Some of Sanger's poems offer a desired kind of closure. "Blaze",
for example, plays with the clich of an old flame rekindled, and
the final line's "Smouldering again" seems predictable
from the attentive gaze of the opening lines: "A glance you
gave, a spark / Tossed deftly off as you rose / Tomboyish, sovereign
/ From the table." The poem does more than argue toward the
clich, though. The suggestion of "calamity" in images of
a real fire gives the incident a depth that is one part dramatic
irony and one part philosophical reflection on rekindling old loves.
Much of the first third of Sanger's book circles around nostalgia,
and nostalgia often risks pre-emptive closures because the perspective
of looking back implies a rosy interpretive distance between the
scenes described and the moment of description. "Paper Boy"
compares the homecomer to a newspaper delivered to the door full
of news of the wider world. "Law of the Local Rink"
compares teenage flirtations to pick-up games (the comparison only
seems obvious when put that way). "Gap" describes a
decade-old memory of a brief sexual encounter. Of these poems,
though, only "Gap" uses a traditional stanza, a loose
version of the short ballad stanza. It is also the hardest to reduce
or paraphrase-the encounter takes place in the Alps, when the speaker
was seventeen, and a roadsign read "Bienvenue Gap",
"Her name was Beth Foley, / or Folly, or however it's said."
The less-ambiguous the poems' emotional content, the freer Sanger's
forms. The back cover copy on Calling Home flags the other side of
nostalgia in the book as the way "home itself can be a
calling." Several fatherhood poems ("Malcolm Rex",
"Inscrutable One", "Lullaby") clarify the comment
and, with the exception of "Inscrutable One", continue
to match free verse to intimate lyricism.
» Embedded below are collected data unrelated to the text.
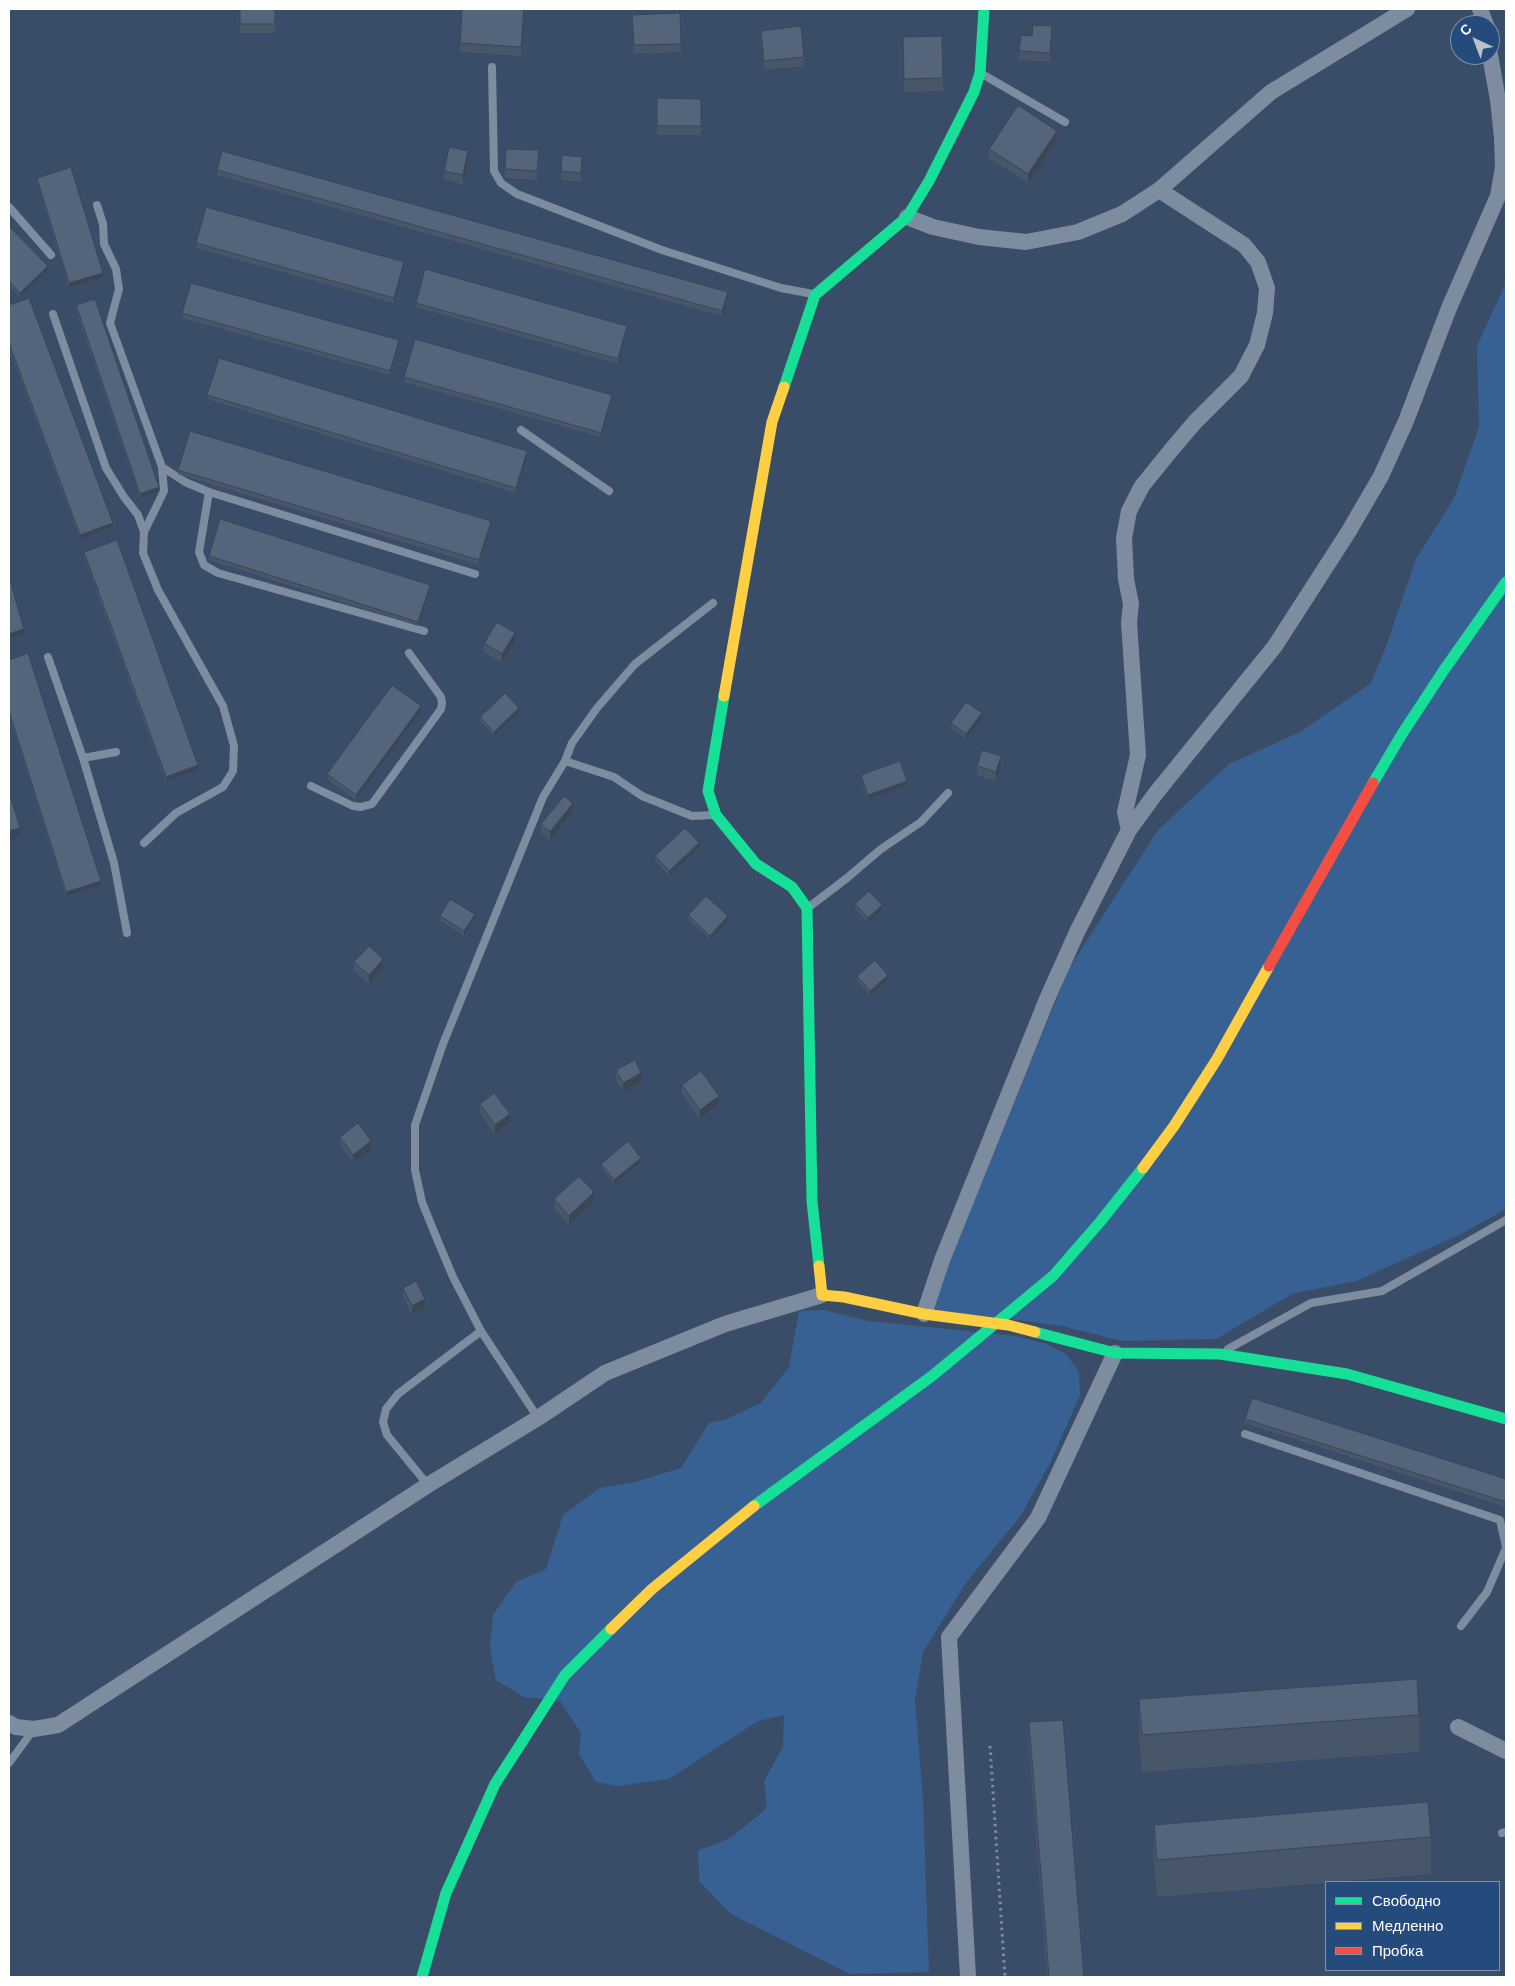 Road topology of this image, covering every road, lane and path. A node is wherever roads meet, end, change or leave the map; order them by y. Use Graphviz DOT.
graph roads {
  1 [pos="984,9"];
  2 [pos="1407,9"];
  3 [pos="1492,65"];
  4 [pos="492,67"];
  5 [pos="980,73"];
  6 [pos="1065,122"];
  7 [pos="1159,190"];
  8 [pos="97,205"];
  9 [pos="9,207"];
  10 [pos="907,216"];
  11 [pos="52,255"];
  12 [pos="815,295"];
  13 [pos="53,314"];
  14 [pos="521,430"];
  15 [pos="162,467"];
  16 [pos="609,490"];
  17 [pos="209,492"];
  18 [pos="144,532"];
  19 [pos="475,574"];
  20 [pos="1506,582"];
  21 [pos="713,603"];
  22 [pos="424,631"];
  23 [pos="409,653"];
  24 [pos="48,657"];
  25 [pos="116,752"];
  26 [pos="83,758"];
  27 [pos="565,761"];
  28 [pos="311,786"];
  29 [pos="948,793"];
  30 [pos="716,815"];
  31 [pos="1129,830"];
  32 [pos="144,843"];
  33 [pos="808,908"];
  34 [pos="127,933"];
  35 [pos="1506,1220"];
  36 [pos="822,1295"];
  37 [pos="924,1314"];
  38 [pos="995,1324"];
  39 [pos="481,1331"];
  40 [pos="1115,1353"];
  41 [pos="1220,1354"];
  42 [pos="538,1418"];
  43 [pos="1506,1419"];
  44 [pos="1245,1434"];
  45 [pos="428,1485"];
  46 [pos="1506,1548"];
  47 [pos="1461,1626"];
  48 [pos="9,1723"];
  49 [pos="1458,1728"];
  50 [pos="34,1729"];
  51 [pos="990,1746"];
  52 [pos="1506,1751"];
  53 [pos="9,1763"];
  54 [pos="422,1977"];
  55 [pos="968,1977"];
  56 [pos="1005,1977"];
  1 -- 5 [label="street"];
  2 -- 7 [label="street"];
  3 -- 31 [label="street"];
  4 -- 12 [label="lane"];
  5 -- 6 [label="lane"];
  5 -- 10 [label="street"];
  7 -- 10 [label="street"];
  7 -- 31 [label="street"];
  8 -- 15 [label="lane"];
  9 -- 11 [label="lane"];
  10 -- 12 [label="street"];
  12 -- 30 [label="street"];
  13 -- 18 [label="lane"];
  14 -- 16 [label="lane"];
  15 -- 17 [label="lane"];
  15 -- 18 [label="lane"];
  17 -- 19 [label="lane"];
  17 -- 22 [label="lane"];
  18 -- 32 [label="lane"];
  20 -- 38 [label="street"];
  21 -- 27 [label="lane"];
  23 -- 28 [label="lane"];
  24 -- 26 [label="lane"];
  25 -- 26 [label="lane"];
  26 -- 34 [label="lane"];
  27 -- 30 [label="lane"];
  27 -- 39 [label="lane"];
  29 -- 33 [label="lane"];
  30 -- 33 [label="street"];
  31 -- 37 [label="street"];
  33 -- 36 [label="street"];
  35 -- 41 [label="lane"];
  36 -- 37 [label="street"];
  36 -- 42 [label="street"];
  37 -- 38 [label="street"];
  38 -- 40 [label="street"];
  38 -- 54 [label="street"];
  39 -- 42 [label="lane"];
  39 -- 45 [label="lane"];
  40 -- 41 [label="street"];
  40 -- 55 [label="street"];
  41 -- 43 [label="street"];
  42 -- 45 [label="street"];
  44 -- 46 [label="lane"];
  45 -- 50 [label="street"];
  46 -- 47 [label="lane"];
  48 -- 50 [label="street"];
  49 -- 52 [label="street"];
  50 -- 53 [label="lane"];
  51 -- 56 [label="path"];
}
By contrast, the poems about writing tend to be the most formally
controlled. For example, "His Old Olivetti", in a variation
on terza rima, looks back to a son's perception of his
newspaper-correspondent father in "Dispatch", making the
typewriter an emblem of the now-absent father. The change in poetic,
from the long, free-verse lines of "Dispatch" to the
controlled rhyming intervals of the terza rima mirrors the way the
later poem compresses and complicates the emotions described in the
earlier one. "War Hero" extends the idea. Based on
Brecht and formally resembling an inverted sonnet (sestet first),
it describes a procession of war veterans honouring one of their
fallen until they are beaten by riot police. Presumably, they are
German veterans ("The Fatherland for which he died..."),
and this funeral procession easily mistaken (or not mistaken-the
poem, I think wisely, refuses to clarify) for a political statement.
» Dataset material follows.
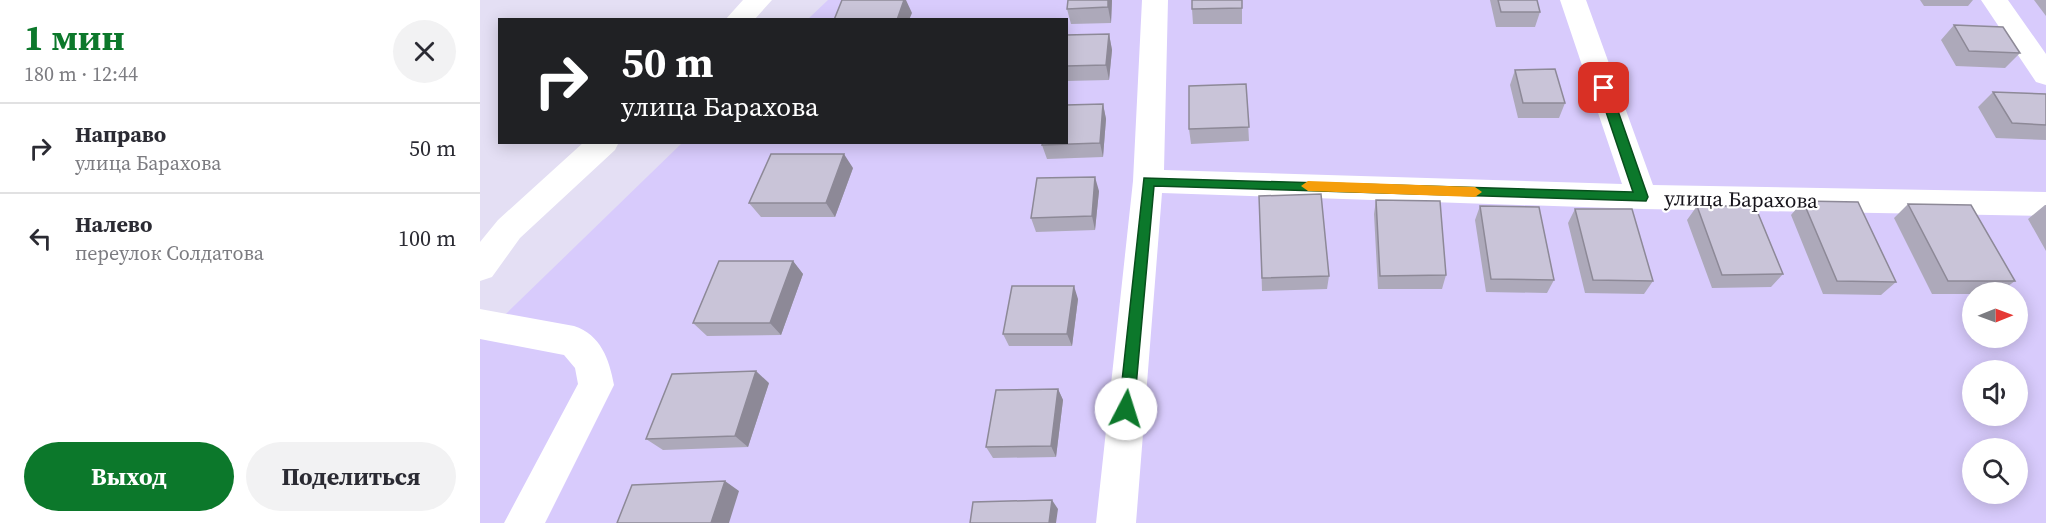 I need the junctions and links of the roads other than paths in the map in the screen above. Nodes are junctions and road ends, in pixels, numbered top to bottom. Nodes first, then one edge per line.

The police who "kicked in their heads" surely echo the
violence of war and are the muscle behind a nation's attempt to
forget. Among the poems exploring childhood, sex, marriage, parenthood,
this is a disturbing poem, in part because its emotional direction
is unclear.
The four-sections of a poem in tercets (really, terza rima sans
rima) that act as the cornerstones of the book are the best example
of how Sanger pairs formal and emotional or conceptual complexity
in Calling Home. They divide the book into quarters and sketch out
its field of inquiry. The first poem builds on the idea that being
in love strips you of words-like "No Rosetta Stone"-but
being with the person you love restores words and spurs them into
"new arrangements, in purple and gold livery, / Bolting like
greyhounds forth, or like rabbits, / To describe great arcs in the
field you watch. / This is new. This is something. This is
you." The similes are vital not as comparison but as simile-the
perception of similarity. Both the earlier dumbfoundedness and the
new burst of words are stages as love changes the lover and the
lover's perception.
Each of these sections is a bed poem'; they all take place largely
in or around the couple's bed, and the scene reflects the poem's
play with the effects of intimacy on personal identity. That sounds
grander' than Sanger makes it. The play rests largely in minor
incidents and small turns of phrase: "Who was that? I ask.
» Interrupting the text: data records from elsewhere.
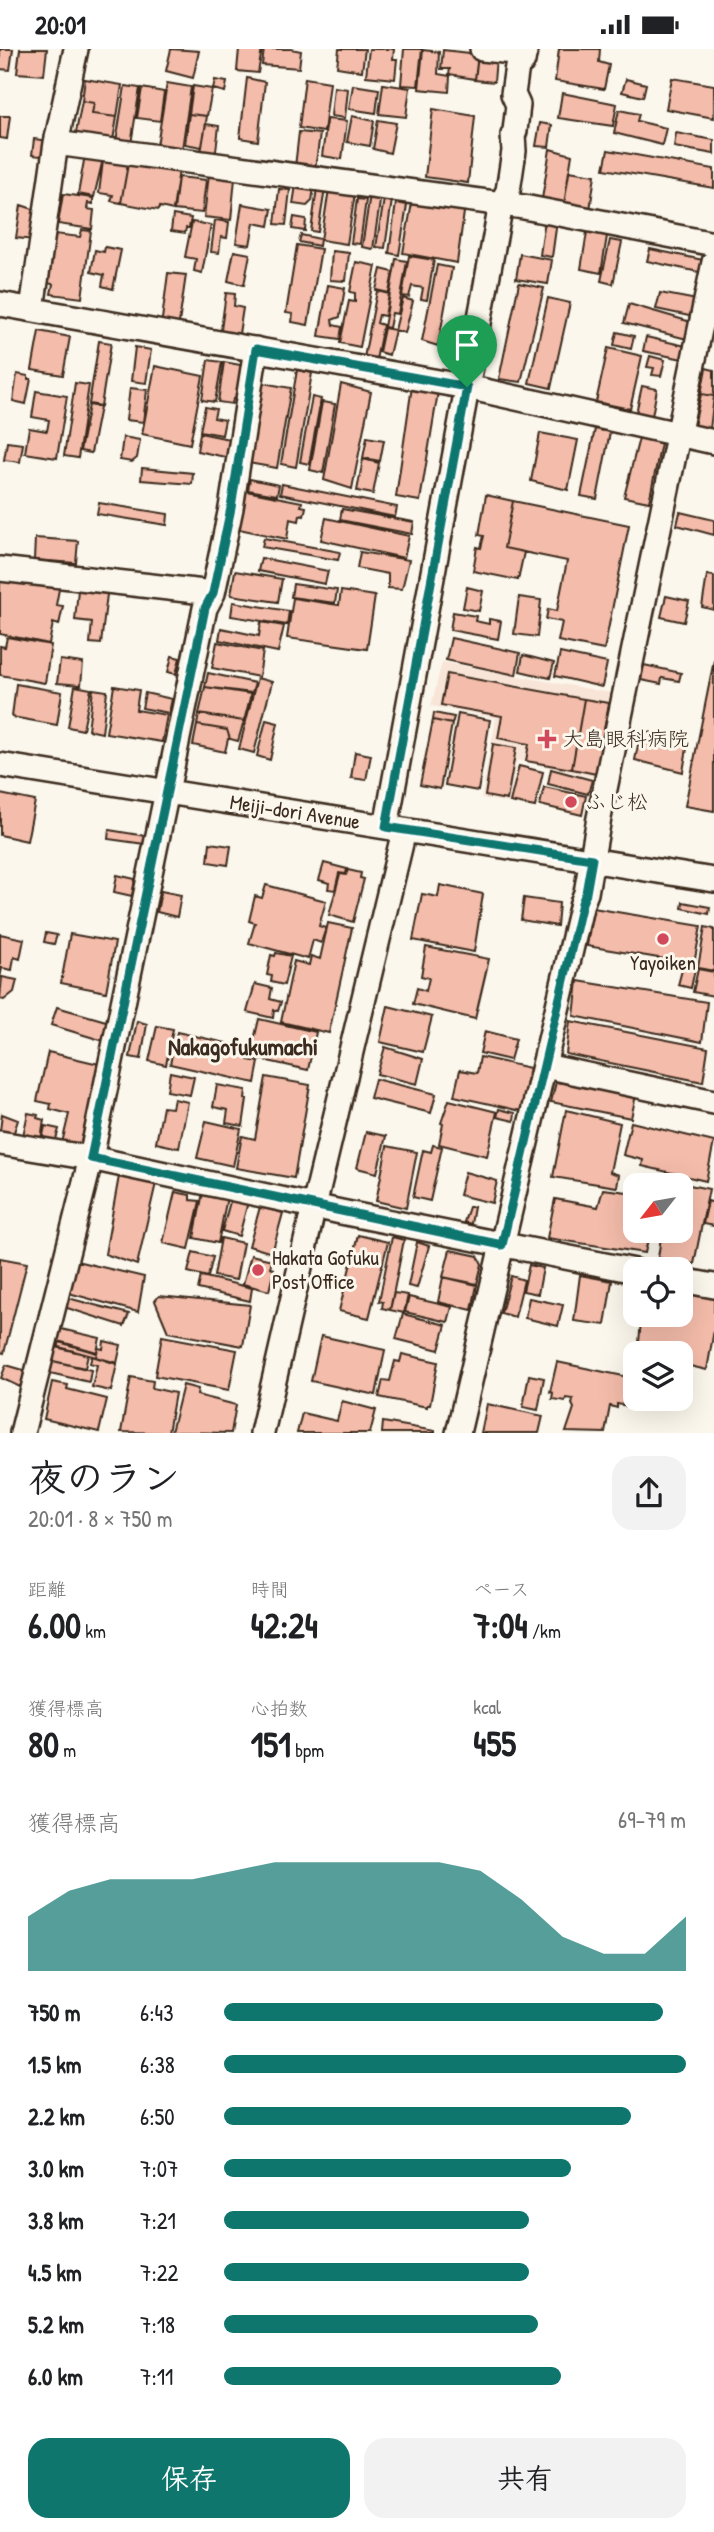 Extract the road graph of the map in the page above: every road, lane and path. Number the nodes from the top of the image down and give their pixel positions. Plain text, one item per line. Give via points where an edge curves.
1 (76, 49) edge
2 (482, 49) edge
3 (525, 51) edge
4 (56, 143) junction
5 (501, 204) junction
6 (714, 244) edge
7 (714, 262) edge
8 (0, 304) edge
9 (32, 309) junction
10 (256, 349) junction
11 (467, 387) junction
12 (678, 435) junction
13 (714, 442) edge
14 (0, 569) edge
15 (213, 593) junction
16 (0, 765) edge
17 (168, 793) junction
18 (395, 829) junction
19 (592, 859) junction
20 (714, 880) edge
21 (545, 1066) junction
22 (714, 1102) edge
23 (0, 1143) edge
24 (91, 1158) junction
25 (314, 1206) junction
26 (502, 1245) junction
27 (623, 1269) edge
28 (693, 1282) edge
29 (714, 1286) edge
30 (22, 1433) edge
31 (262, 1433) edge
32 (458, 1433) edge

1 - 4 street
2 - 3 street
3 - 5 street via 517,66 514,151 508,191
4 - 5 street
4 - 9 street
5 - 6 street
5 - 11 street
7 - 12 street
8 - 9 street
9 - 10 street
10 - 11 street
10 - 15 street
11 - 12 street
11 - 18 street
12 - 13 street
12 - 19 street
14 - 15 street
15 - 17 street via 205,608
16 - 17 street, Meiji-dori Avenue
17 - 18 street, Meiji-dori Avenue
17 - 24 street
18 - 19 street, Meiji-dori Avenue
18 - 25 street
19 - 20 street, Meiji-dori Avenue
19 - 21 street
21 - 22 street
21 - 26 street
23 - 24 street
24 - 25 street
24 - 30 street
25 - 26 street
25 - 31 street
26 - 27 street
26 - 32 street
28 - 29 street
You've been gone for ages. / Like the phone you've just returned
to its cradle, / I lie in bed alone. Everything changes."
The same is true of the relationship between these cornerstones and
the book. In the final section, the caller implied above returns
as "some boy I knew, a long time ago," giving earlier
nostalgia a self-aware nod. The nod becomes an all-out wave by the
end:
Say (you say) it was you who called,
Or someone called you, but you years ago
Before all this...Say this. Say that. No, say
There was a morning of rain and general languor,
An old apartment, a bed, a bath, a phone,
There was a woman to be sung,
And someone called Richard - who? - Richard sang
her.
For a book often marked by reserve-not repression or caution but
something like measure-this would be audacious even if it were not
in the book's final lines. It rather openly explains the title,
refers back to earlier sections of the cornerstone poem ("But
let's describe her...," "There was a woman to be sung"),
and offers a final riddle on the poet's name. Combined, it suggests
not only the alchemical mix of personal and professional that grounds
many lyric poems, but also the effect of making art out of the
details of life: writing as self-recreation. Perhaps most tellingly,
the dramatist manages this demonstration without telling.
.. . .Sanger naturalizes the traditional influences in his poems so thoroughly they are almost covert. This gives the poems an inner voice running under the colloquial surface and suggests an attitude toward consciousness in a lyric poem as interesting as the dislocated subject in disjunctive poetic fragments. . .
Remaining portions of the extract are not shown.